There were also spontaneous public celebrations in Nablus, Ramallah, and Lebanon, according to eyewitness journalists from AP and Reuters, some of whom are themselves Palestinians. This is multiple eye-witnessed, well documented, beyond any reasonable question, a historical fact. In my view it is nuts, I mean really crazy, to raise questions about this as if there is any justification to have any doubts. Here is a word for word copy of an AP story:
ReplyDeleteBin-Laden Poster Seen at Gaza Rally
The Associated Press
Friday, Sept. 14, 2001; 6:09 p.m. EDT
JERUSALEM –– About 1,500 Palestinians, many supporters of the Islamic militant group Hamas, marched in a Gaza Strip refugee camp on Friday, burning Israeli flags and carrying a large poster of Osama bin Laden, who has been named as a key suspect in this week's terror attacks in the United States.

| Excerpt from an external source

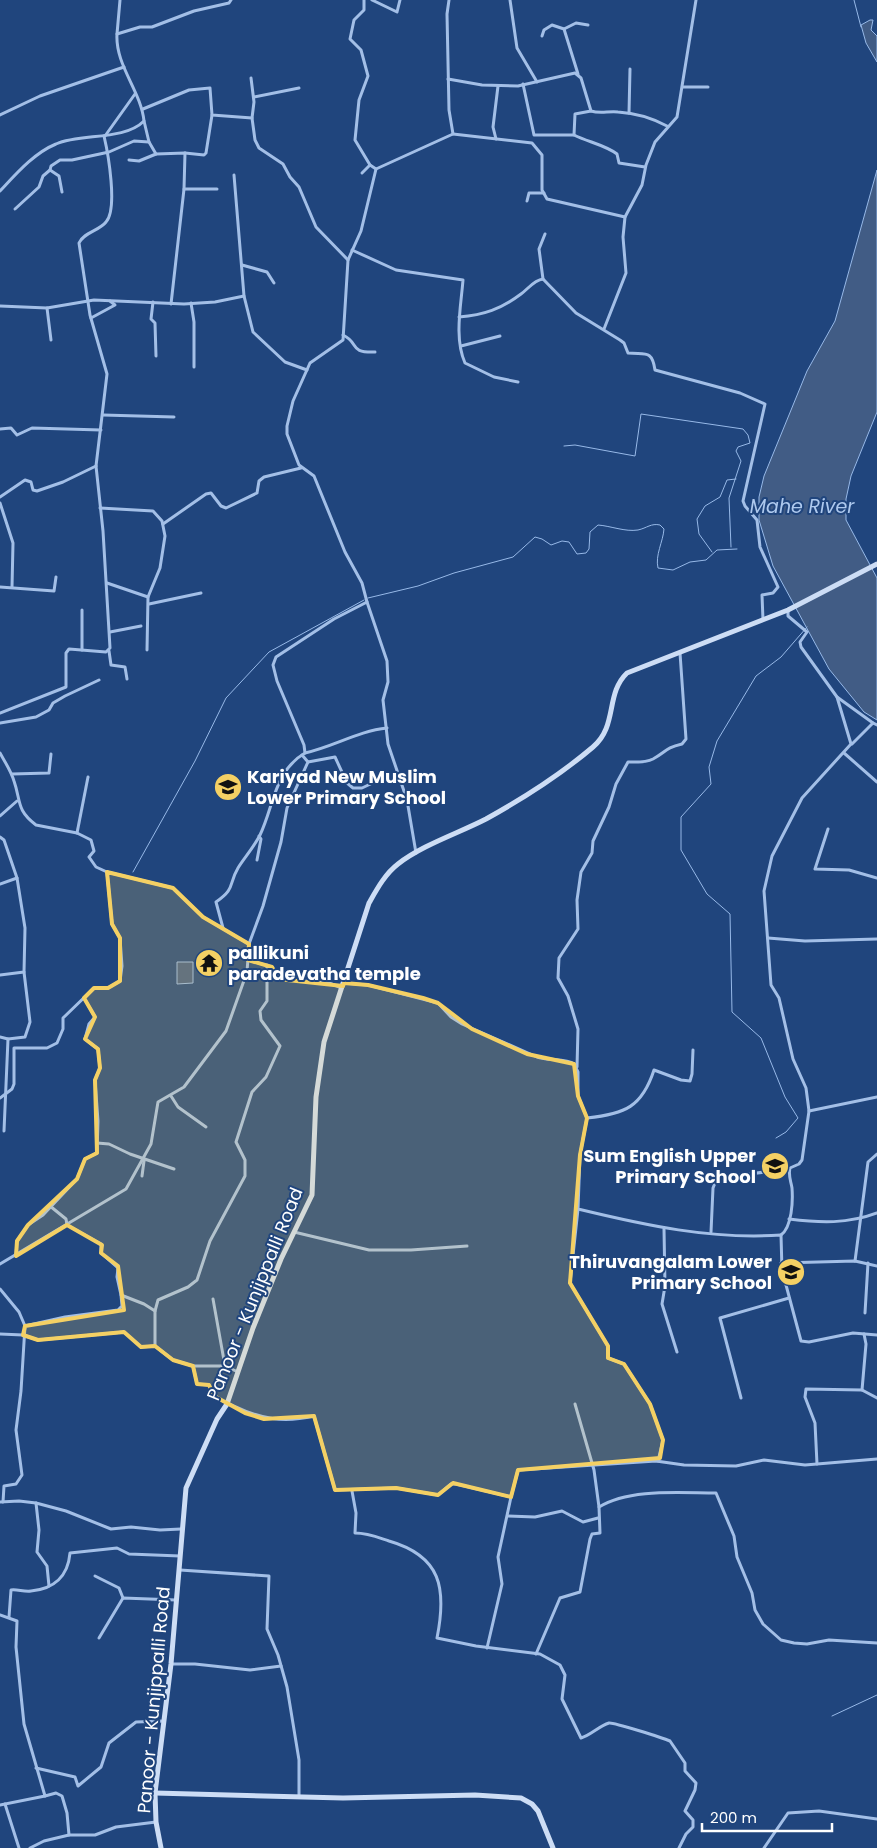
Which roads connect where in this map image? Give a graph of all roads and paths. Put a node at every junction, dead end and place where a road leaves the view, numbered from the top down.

After the rally, plainclothes Palestinian policemen questioned several journalists, including staffers of foreign news agencies, and confiscated videotape and film as well as camera equipment. An Associated Press Television News video was among the materials taken, and an AP photographer was warned by officials not to publish pictures of the bin-Laden poster.
AP protested and demanded return of the video and other material.
The journalists were told police would review the material before deciding whether to release it.
Officials of Yasser Arafat's self-rule government refused to comment on the record and did not respond immediately to AP's protest.
The Palestinian police said in a statement that the rally in the Nusseirat refugee camp took place without a permit. "The Palestinian police confiscated media material which documented illegal acts," the statement said.
The Palestinian Authority has sought to prevent coverage of demonstrations in support of those who carried out the attacks on the World Trade Center in New York and the Pentagon in Washington.
Earlier this week, Palestinian police stopped camera teams and photographers from covering a rally in the West Bank town of Nablus in which several thousand Palestinians celebrated the attacks in the United States. Palestinian officials said the demonstration did not represent widespread Palestinian opinion.
Friday's march in the Nusseirat refugee camp in the Gaza Strip was led by supporters of Hamas, a militant group that has claimed responsibility for suicide attacks against Israel. Demonstrators burned several Israeli flags and effigies of Israeli politicians, including Prime Minister Ariel Sharon.
A large Osama bin Laden painting was carried by two men in the crowd. Bin Laden, an exiled Saudi millionaire, has been named by U.S. Secretary of State Colin Powell as a key suspect in Tuesday's terror attacks.